▶ What you are asked to do
Print the listing exactly as it stands. Skip every picture.

--------

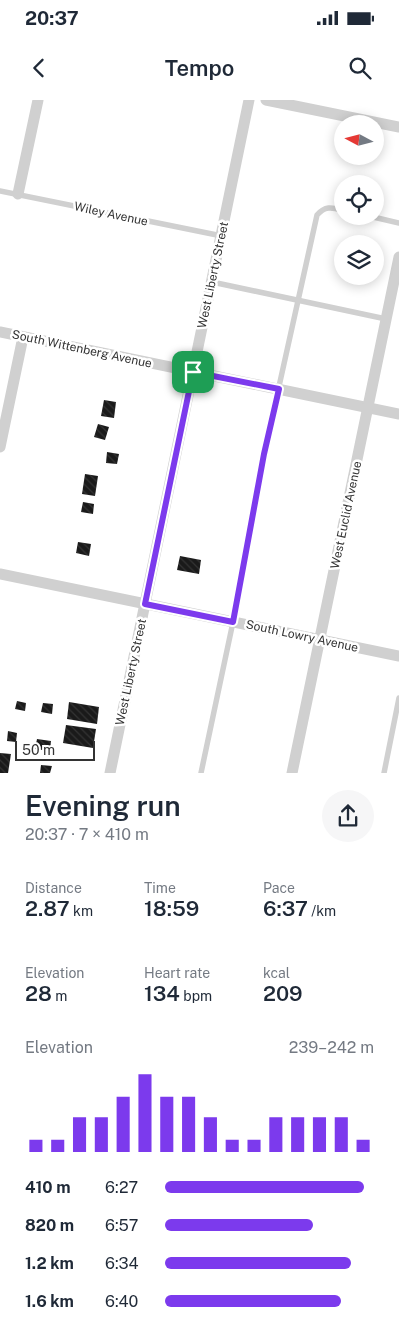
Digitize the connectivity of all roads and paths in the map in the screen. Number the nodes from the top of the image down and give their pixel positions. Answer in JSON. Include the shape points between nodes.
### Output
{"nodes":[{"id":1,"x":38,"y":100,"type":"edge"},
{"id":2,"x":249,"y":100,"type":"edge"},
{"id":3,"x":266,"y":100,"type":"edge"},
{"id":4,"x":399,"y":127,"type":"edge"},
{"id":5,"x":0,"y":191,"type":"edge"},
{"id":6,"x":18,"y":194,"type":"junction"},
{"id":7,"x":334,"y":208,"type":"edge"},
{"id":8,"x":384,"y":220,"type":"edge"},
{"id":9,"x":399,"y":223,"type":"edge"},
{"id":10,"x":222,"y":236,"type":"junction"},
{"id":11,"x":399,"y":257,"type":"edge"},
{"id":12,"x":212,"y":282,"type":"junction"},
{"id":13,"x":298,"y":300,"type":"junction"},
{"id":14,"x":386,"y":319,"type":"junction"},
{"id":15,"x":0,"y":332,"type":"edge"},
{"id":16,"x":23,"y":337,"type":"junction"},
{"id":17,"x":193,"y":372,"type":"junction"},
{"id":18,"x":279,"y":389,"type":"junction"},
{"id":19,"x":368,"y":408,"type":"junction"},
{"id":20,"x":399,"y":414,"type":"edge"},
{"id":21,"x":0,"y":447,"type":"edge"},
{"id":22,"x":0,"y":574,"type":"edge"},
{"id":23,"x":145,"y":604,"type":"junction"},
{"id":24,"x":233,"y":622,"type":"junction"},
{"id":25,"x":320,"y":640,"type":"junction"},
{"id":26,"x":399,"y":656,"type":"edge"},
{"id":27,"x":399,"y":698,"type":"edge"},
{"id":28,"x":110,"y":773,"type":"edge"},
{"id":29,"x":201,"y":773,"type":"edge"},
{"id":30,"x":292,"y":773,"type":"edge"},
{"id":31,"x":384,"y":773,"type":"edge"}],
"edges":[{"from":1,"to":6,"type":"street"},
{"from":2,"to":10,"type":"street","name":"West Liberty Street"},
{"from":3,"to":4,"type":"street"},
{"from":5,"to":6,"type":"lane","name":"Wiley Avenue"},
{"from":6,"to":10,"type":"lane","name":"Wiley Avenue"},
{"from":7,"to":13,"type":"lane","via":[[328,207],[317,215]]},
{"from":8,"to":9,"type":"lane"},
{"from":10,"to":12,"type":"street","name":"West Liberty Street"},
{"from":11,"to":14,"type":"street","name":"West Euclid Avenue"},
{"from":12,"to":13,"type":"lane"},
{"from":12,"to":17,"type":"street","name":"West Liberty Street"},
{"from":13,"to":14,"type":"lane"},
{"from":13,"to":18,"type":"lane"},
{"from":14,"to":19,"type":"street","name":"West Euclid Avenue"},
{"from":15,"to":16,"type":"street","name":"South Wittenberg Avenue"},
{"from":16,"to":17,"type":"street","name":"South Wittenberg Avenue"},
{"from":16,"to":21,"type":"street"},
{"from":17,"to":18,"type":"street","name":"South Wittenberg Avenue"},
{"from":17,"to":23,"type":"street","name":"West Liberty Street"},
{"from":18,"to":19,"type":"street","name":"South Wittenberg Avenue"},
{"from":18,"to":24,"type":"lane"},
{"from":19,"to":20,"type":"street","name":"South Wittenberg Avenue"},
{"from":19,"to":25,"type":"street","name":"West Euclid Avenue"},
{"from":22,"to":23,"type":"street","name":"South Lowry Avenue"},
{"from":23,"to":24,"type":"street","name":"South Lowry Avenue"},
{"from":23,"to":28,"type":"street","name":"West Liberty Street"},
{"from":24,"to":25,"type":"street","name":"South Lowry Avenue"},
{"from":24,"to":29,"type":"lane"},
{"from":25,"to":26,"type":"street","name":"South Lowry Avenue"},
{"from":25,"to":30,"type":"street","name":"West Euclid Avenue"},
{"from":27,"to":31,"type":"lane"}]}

--------

▶ Answer box
Digitize the connectivity of all roads and paths in the map in the screen. Number the nodes from the top of the image down and give their pixel positions. Answer in JSON. Include the shape points between nodes.
### Output
{"nodes":[{"id":1,"x":38,"y":100,"type":"edge"},
{"id":2,"x":249,"y":100,"type":"edge"},
{"id":3,"x":266,"y":100,"type":"edge"},
{"id":4,"x":399,"y":127,"type":"edge"},
{"id":5,"x":0,"y":191,"type":"edge"},
{"id":6,"x":18,"y":194,"type":"junction"},
{"id":7,"x":334,"y":208,"type":"edge"},
{"id":8,"x":384,"y":220,"type":"edge"},
{"id":9,"x":399,"y":223,"type":"edge"},
{"id":10,"x":222,"y":236,"type":"junction"},
{"id":11,"x":399,"y":257,"type":"edge"},
{"id":12,"x":212,"y":282,"type":"junction"},
{"id":13,"x":298,"y":300,"type":"junction"},
{"id":14,"x":386,"y":319,"type":"junction"},
{"id":15,"x":0,"y":332,"type":"edge"},
{"id":16,"x":23,"y":337,"type":"junction"},
{"id":17,"x":193,"y":372,"type":"junction"},
{"id":18,"x":279,"y":389,"type":"junction"},
{"id":19,"x":368,"y":408,"type":"junction"},
{"id":20,"x":399,"y":414,"type":"edge"},
{"id":21,"x":0,"y":447,"type":"edge"},
{"id":22,"x":0,"y":574,"type":"edge"},
{"id":23,"x":145,"y":604,"type":"junction"},
{"id":24,"x":233,"y":622,"type":"junction"},
{"id":25,"x":320,"y":640,"type":"junction"},
{"id":26,"x":399,"y":656,"type":"edge"},
{"id":27,"x":399,"y":698,"type":"edge"},
{"id":28,"x":110,"y":773,"type":"edge"},
{"id":29,"x":201,"y":773,"type":"edge"},
{"id":30,"x":292,"y":773,"type":"edge"},
{"id":31,"x":384,"y":773,"type":"edge"}],
"edges":[{"from":1,"to":6,"type":"street"},
{"from":2,"to":10,"type":"street","name":"West Liberty Street"},
{"from":3,"to":4,"type":"street"},
{"from":5,"to":6,"type":"lane","name":"Wiley Avenue"},
{"from":6,"to":10,"type":"lane","name":"Wiley Avenue"},
{"from":7,"to":13,"type":"lane","via":[[328,207],[317,215]]},
{"from":8,"to":9,"type":"lane"},
{"from":10,"to":12,"type":"street","name":"West Liberty Street"},
{"from":11,"to":14,"type":"street","name":"West Euclid Avenue"},
{"from":12,"to":13,"type":"lane"},
{"from":12,"to":17,"type":"street","name":"West Liberty Street"},
{"from":13,"to":14,"type":"lane"},
{"from":13,"to":18,"type":"lane"},
{"from":14,"to":19,"type":"street","name":"West Euclid Avenue"},
{"from":15,"to":16,"type":"street","name":"South Wittenberg Avenue"},
{"from":16,"to":17,"type":"street","name":"South Wittenberg Avenue"},
{"from":16,"to":21,"type":"street"},
{"from":17,"to":18,"type":"street","name":"South Wittenberg Avenue"},
{"from":17,"to":23,"type":"street","name":"West Liberty Street"},
{"from":18,"to":19,"type":"street","name":"South Wittenberg Avenue"},
{"from":18,"to":24,"type":"lane"},
{"from":19,"to":20,"type":"street","name":"South Wittenberg Avenue"},
{"from":19,"to":25,"type":"street","name":"West Euclid Avenue"},
{"from":22,"to":23,"type":"street","name":"South Lowry Avenue"},
{"from":23,"to":24,"type":"street","name":"South Lowry Avenue"},
{"from":23,"to":28,"type":"street","name":"West Liberty Street"},
{"from":24,"to":25,"type":"street","name":"South Lowry Avenue"},
{"from":24,"to":29,"type":"lane"},
{"from":25,"to":26,"type":"street","name":"South Lowry Avenue"},
{"from":25,"to":30,"type":"street","name":"West Euclid Avenue"},
{"from":27,"to":31,"type":"lane"}]}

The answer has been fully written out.